What to work on → Only lines with the string "dead" are wanted. Pull them out of the data.

[[ Supplied data open ]]

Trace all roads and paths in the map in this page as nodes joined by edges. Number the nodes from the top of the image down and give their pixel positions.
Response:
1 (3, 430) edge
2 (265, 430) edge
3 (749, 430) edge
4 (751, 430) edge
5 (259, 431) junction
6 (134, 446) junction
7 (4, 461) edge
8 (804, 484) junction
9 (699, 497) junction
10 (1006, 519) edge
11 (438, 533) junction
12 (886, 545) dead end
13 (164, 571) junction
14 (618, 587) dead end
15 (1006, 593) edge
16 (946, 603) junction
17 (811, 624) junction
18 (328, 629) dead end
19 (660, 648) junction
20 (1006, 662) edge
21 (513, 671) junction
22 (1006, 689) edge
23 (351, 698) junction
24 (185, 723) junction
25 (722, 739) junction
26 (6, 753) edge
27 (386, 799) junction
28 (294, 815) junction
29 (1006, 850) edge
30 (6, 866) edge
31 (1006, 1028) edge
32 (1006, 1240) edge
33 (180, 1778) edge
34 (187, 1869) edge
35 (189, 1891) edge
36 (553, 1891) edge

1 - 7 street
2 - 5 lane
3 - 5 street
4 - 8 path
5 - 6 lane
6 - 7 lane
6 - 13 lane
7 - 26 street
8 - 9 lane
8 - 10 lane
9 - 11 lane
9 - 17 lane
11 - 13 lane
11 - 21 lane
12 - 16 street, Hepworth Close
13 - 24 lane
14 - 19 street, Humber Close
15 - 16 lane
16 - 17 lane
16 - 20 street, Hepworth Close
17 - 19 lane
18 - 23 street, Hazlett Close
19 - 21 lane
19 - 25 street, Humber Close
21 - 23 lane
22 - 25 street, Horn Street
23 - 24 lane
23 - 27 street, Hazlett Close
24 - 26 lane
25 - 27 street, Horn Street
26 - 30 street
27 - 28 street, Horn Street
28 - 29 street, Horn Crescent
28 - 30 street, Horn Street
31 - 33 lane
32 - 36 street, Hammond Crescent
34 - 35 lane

[[ Supplied data closed ]]

Task output →
12 (886, 545) dead end
14 (618, 587) dead end
18 (328, 629) dead end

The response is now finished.